~ Le Viêt Nam, aujourd'hui. ~
The Vietnam News

[Year 1997]
[Year 1998]
[Year 1999]
[Year 2000]
[Year 2001]

Vietnam tax dept to propose changes to Value Added Tax

HANOI - Vietnam's General Department of Taxation will propose a series of changes to the country's value added tax system in November, a tax department official told Dow Jones Newswires Tuesday. The department will put forward the proposed amendments "and the National Assembly will discuss these changes in its upcoming meeting," the official said. Vietnam's National Assembly is the country's highest lawmaking body that meets twice every year. The next meeting is to convene Nov. 14 and will last for around one month.

The VAT was introduced in January 1999 and operates on a tax rate between 5% to 20%, depending on the industry. VAT is paid by the maker of each good that is passed up the "value chain" with the final consumer paying a 10% tax on the finished product. As the good moves up the chain, the Ministry of Finance reimburses the previous taxpayer and the next seller adds the tax. The end buyer pays the last tax, and that is the government's revenue. However, the VAT has proved confusing since its introduction. Businesses complain that it's difficult to calculate their VAT burden. They add that, although it in theory replaced other, now-defunct taxes, it is sometimes charged in addition to existing taxes, raising some companies' tax burdens considerably.

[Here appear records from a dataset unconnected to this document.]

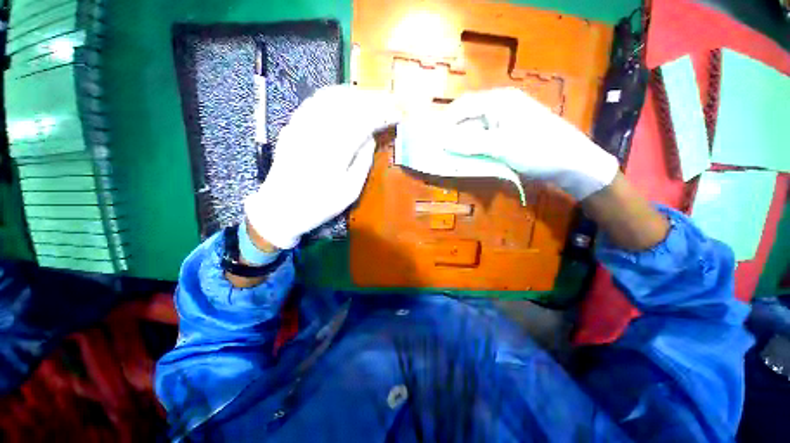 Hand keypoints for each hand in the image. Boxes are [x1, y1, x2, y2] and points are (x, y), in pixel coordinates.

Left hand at [245, 85, 399, 248]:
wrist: (281, 206)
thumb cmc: (320, 203)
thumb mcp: (350, 191)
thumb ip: (363, 161)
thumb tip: (371, 138)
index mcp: (337, 148)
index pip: (365, 120)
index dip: (384, 114)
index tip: (397, 114)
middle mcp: (319, 129)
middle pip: (349, 102)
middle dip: (372, 99)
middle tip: (388, 102)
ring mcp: (303, 124)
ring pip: (332, 96)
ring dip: (354, 94)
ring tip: (369, 98)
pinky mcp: (293, 125)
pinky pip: (315, 101)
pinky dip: (333, 96)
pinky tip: (342, 100)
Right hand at [441, 88, 619, 200]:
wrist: (571, 163)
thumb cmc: (538, 149)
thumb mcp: (501, 145)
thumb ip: (470, 142)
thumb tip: (442, 141)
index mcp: (499, 101)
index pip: (464, 106)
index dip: (446, 122)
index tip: (433, 139)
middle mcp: (500, 106)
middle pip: (468, 116)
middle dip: (453, 132)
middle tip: (441, 149)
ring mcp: (505, 121)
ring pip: (475, 129)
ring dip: (463, 141)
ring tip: (451, 155)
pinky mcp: (508, 134)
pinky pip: (484, 138)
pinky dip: (474, 147)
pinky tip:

The official wasn't able to say exactly what changes the tax department will propose, saying they have yet to be finalized. According to a report in the Business Forum newspaper, three major areas will be put forward for amendment. The first will be the introduction of new VAT exemptions, the second will be an adjustment of certain VAT rates, and the third will deal with rebates.

Dow Jones - October 31, 2000.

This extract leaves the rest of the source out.